Let's take a step backward first and define just what a bubble is. A bubble may best be thought of as the situation where the price of an asset in a well-established market first soars and then plummets over a sustained period of time at rates that are decoupled from the rate of growth of the income that might be realized from owning or holding the asset.

For an asset like stock prices, the income that might be realized from owning or holding shares of ownership in a publicly-traded company are called dividends. We can easily visualize when a bubble exists in the stock market by seeing how far stock prices deviate from the level that the basic relationship between stock prices and their underlying dividends per share would set them.

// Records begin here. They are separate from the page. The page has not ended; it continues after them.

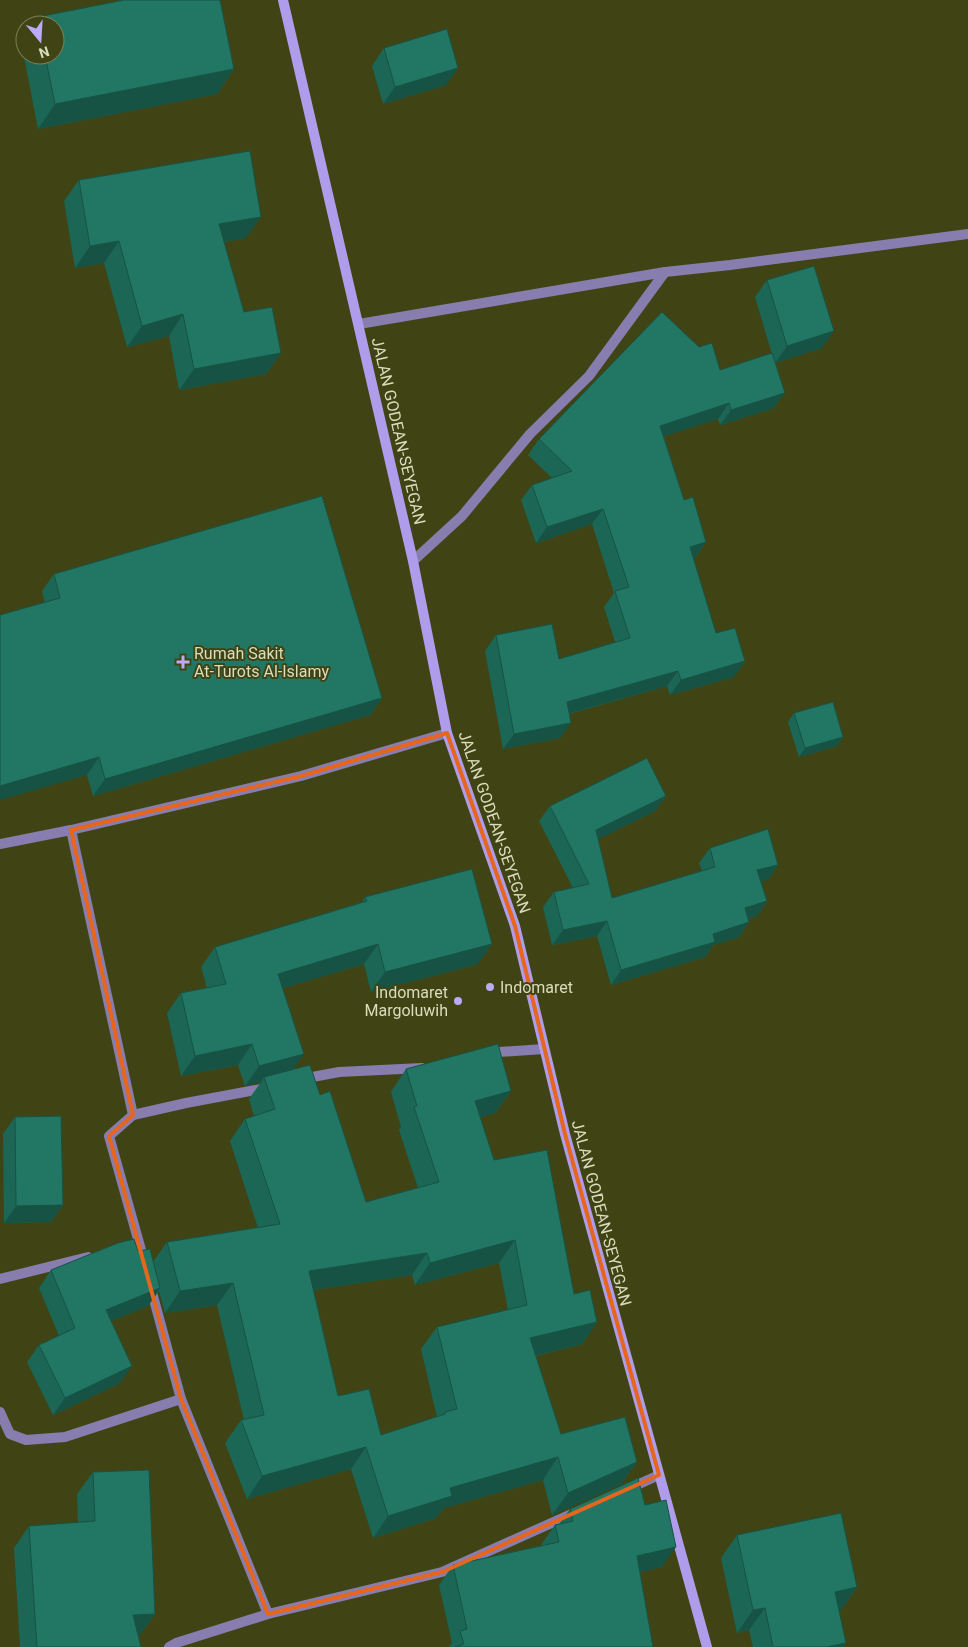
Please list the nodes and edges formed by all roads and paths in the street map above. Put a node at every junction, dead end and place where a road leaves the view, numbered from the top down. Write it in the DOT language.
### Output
graph roads {
  1 [pos="283,0"];
  2 [pos="968,234"];
  3 [pos="666,272"];
  4 [pos="359,324"];
  5 [pos="413,561"];
  6 [pos="447,733"];
  7 [pos="71,830"];
  8 [pos="0,844"];
  9 [pos="544,1049"];
  10 [pos="474,1059"];
  11 [pos="433,1067"];
  12 [pos="289,1081"];
  13 [pos="272,1086"];
  14 [pos="133,1115"];
  15 [pos="102,1254"];
  16 [pos="0,1279"];
  17 [pos="182,1399"];
  18 [pos="0,1412"];
  19 [pos="659,1475"];
  20 [pos="623,1491"];
  21 [pos="586,1508"];
  22 [pos="268,1614"];
  23 [pos="169,1647"];
  24 [pos="707,1647"];
  1 -- 4 [label="main road, JALAN GODEAN-SEYEGAN"];
  2 -- 3 [label="street"];
  3 -- 4 [label="street"];
  3 -- 5 [label="street"];
  4 -- 5 [label="main road, JALAN GODEAN-SEYEGAN"];
  5 -- 6 [label="main road, JALAN GODEAN-SEYEGAN"];
  6 -- 7 [label="street"];
  6 -- 9 [label="main road, JALAN GODEAN-SEYEGAN"];
  7 -- 8 [label="street"];
  7 -- 14 [label="street"];
  9 -- 10 [label="street"];
  9 -- 19 [label="main road, JALAN GODEAN-SEYEGAN"];
  11 -- 12 [label="street"];
  13 -- 14 [label="street"];
  14 -- 17 [label="street"];
  15 -- 16 [label="street"];
  17 -- 18 [label="street"];
  17 -- 22 [label="street"];
  19 -- 20 [label="street"];
  19 -- 24 [label="main road, JALAN GODEAN-SEYEGAN"];
  21 -- 22 [label="street"];
  22 -- 23 [label="street"];
}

S&P 500 Average Monthly Index Value vs Trailing Year Dividends per Share, December 1991 to February 2014

Viewed this way, it is very easy to see when stock prices deviated from the level that would be supported by their long-term established relationship with their trailing year dividends per share during the days of the Dot-Com Bubble, which ran from April 1997 to June 2003. We likewise see that there is no significant bubble in the stock market today.

The Dot-Com Bubble consisted of two major phases: an inflation phase that ran from April 1997 to August 2000, which marked the peak of the bubble, and a deflation phase that ran from August 2000 to June 2003, after which order returned to the market. [We've previously commented on the cause of the Dot Com Bubble.]

Now, here's the thing. During the inflation phase of the Dot-Com Bubble, there was never a good indication of how or when asset prices would peak. Using a tool like the chart above, an investor would know that something other than the basic driver of stock prices was affecting them, but there was never an indication of how high they would go. Nor was there any indication of how long the inflation phase of the bubble would last.

So if you're an investor, one who seeks to maximize your gains, how would you have played the Dot-Com Bubble?

We'll revisit this topic in an upcoming post....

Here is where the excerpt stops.